----- DATASET CONTENT -----

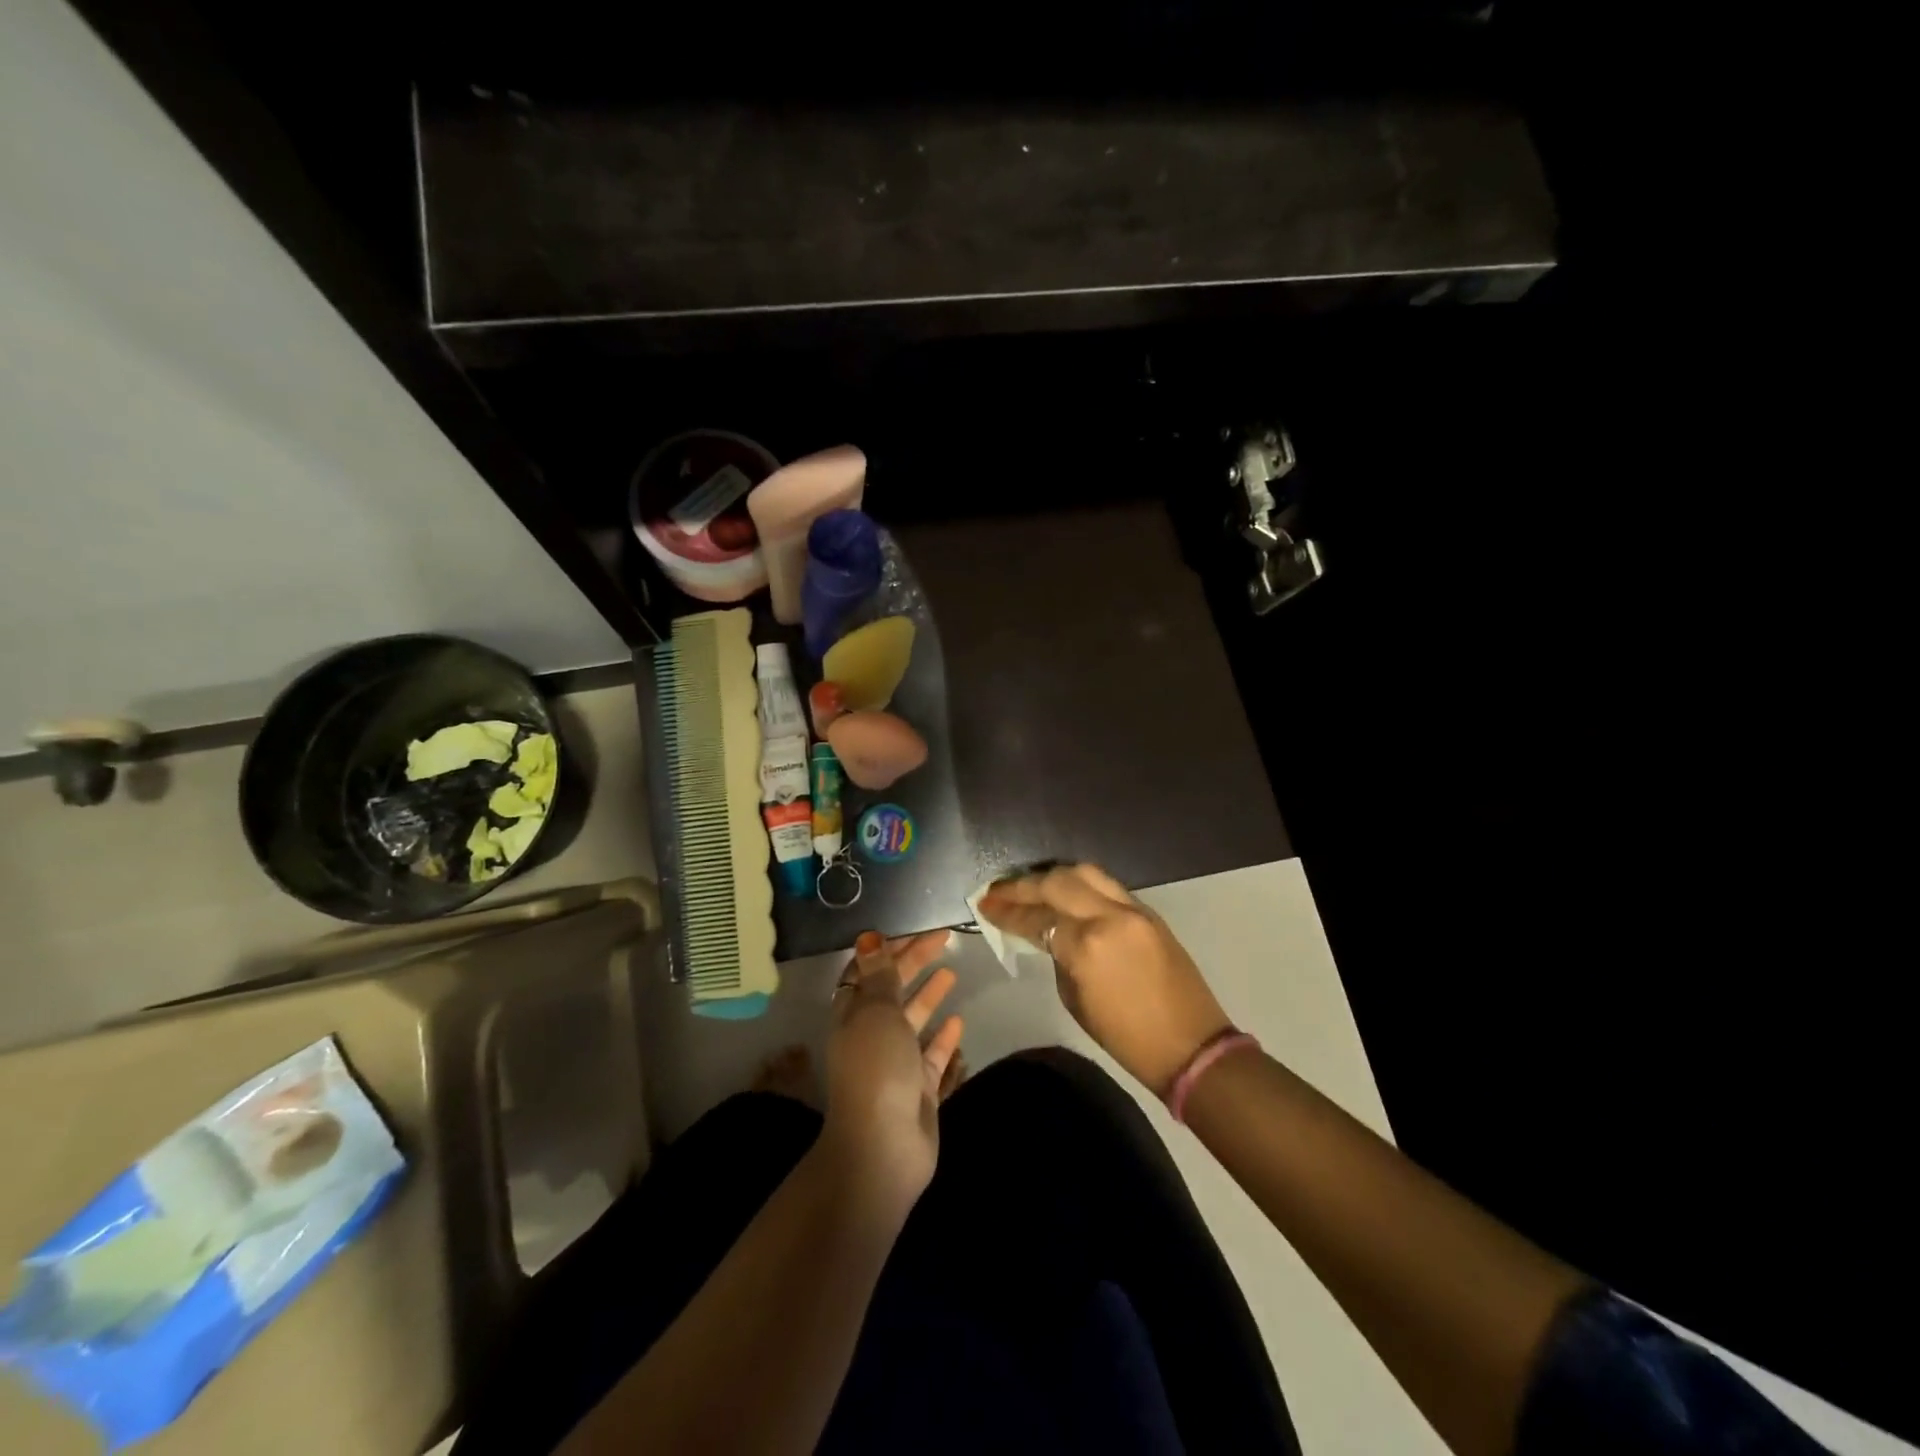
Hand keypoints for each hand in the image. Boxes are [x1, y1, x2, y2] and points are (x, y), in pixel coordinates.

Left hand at [821, 930, 963, 1213]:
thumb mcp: (876, 1012)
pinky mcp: (918, 1089)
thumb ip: (879, 975)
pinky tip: (959, 1021)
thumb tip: (868, 936)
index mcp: (853, 1015)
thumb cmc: (876, 1068)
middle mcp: (871, 1035)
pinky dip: (943, 1037)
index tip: (916, 931)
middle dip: (914, 963)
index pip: (867, 971)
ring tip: (952, 972)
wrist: (883, 1148)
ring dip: (929, 995)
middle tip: (945, 940)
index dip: (889, 949)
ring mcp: (895, 1063)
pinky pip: (931, 1055)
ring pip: (913, 1020)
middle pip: (893, 990)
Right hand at [980, 864, 1230, 1095]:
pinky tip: (1065, 893)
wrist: (1191, 1045)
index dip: (1006, 912)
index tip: (985, 906)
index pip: (1036, 918)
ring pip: (1084, 873)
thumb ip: (1058, 957)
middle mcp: (1108, 916)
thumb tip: (1048, 935)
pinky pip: (1107, 886)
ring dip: (1052, 876)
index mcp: (1086, 946)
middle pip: (1057, 882)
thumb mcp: (1076, 999)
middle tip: (999, 891)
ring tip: (1030, 886)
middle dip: (1023, 885)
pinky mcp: (1149, 912)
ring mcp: (1133, 909)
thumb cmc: (1126, 1037)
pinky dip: (1081, 885)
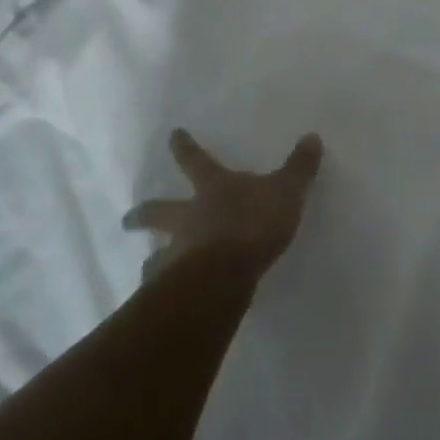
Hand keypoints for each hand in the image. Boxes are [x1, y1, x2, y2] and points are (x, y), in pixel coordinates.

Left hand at [124, 129, 324, 280]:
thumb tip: (312, 137)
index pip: (196, 161)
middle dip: (143, 214)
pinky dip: (159, 295)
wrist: (226, 273)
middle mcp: (188, 217)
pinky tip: (160, 304)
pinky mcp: (176, 288)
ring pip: (156, 255)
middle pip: (159, 211)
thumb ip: (299, 167)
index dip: (185, 147)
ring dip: (151, 260)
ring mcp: (178, 252)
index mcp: (213, 188)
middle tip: (126, 219)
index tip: (172, 135)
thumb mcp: (286, 190)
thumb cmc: (254, 223)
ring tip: (145, 267)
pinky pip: (163, 290)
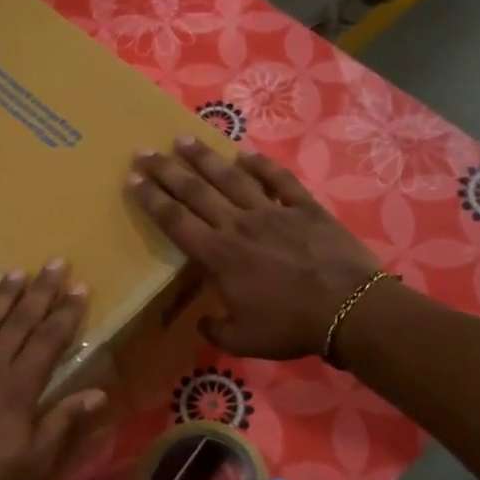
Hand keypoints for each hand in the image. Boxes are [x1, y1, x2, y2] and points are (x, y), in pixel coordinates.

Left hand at [0, 263, 108, 479]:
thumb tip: (98, 392)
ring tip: (15, 273)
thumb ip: (63, 423)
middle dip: (39, 292)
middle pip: (16, 323)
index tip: (80, 288)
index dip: (66, 314)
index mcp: (15, 390)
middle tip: (55, 263)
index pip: (47, 341)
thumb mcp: (34, 466)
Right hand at [127, 137, 382, 359]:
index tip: (132, 179)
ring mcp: (273, 212)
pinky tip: (246, 154)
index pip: (175, 221)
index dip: (151, 199)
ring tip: (184, 140)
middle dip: (166, 170)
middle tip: (145, 151)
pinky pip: (279, 180)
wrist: (347, 309)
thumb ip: (215, 329)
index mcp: (219, 255)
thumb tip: (202, 322)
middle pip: (195, 191)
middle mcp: (239, 225)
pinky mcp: (305, 208)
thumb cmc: (289, 326)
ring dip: (205, 158)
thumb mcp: (242, 340)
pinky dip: (262, 165)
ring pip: (232, 178)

-----

*WHAT YOU SHOULD DO:*
Tell how many lines in the entries above include the word "Left", and respond with the number alone.

*WRITTEN ANSWER:*
3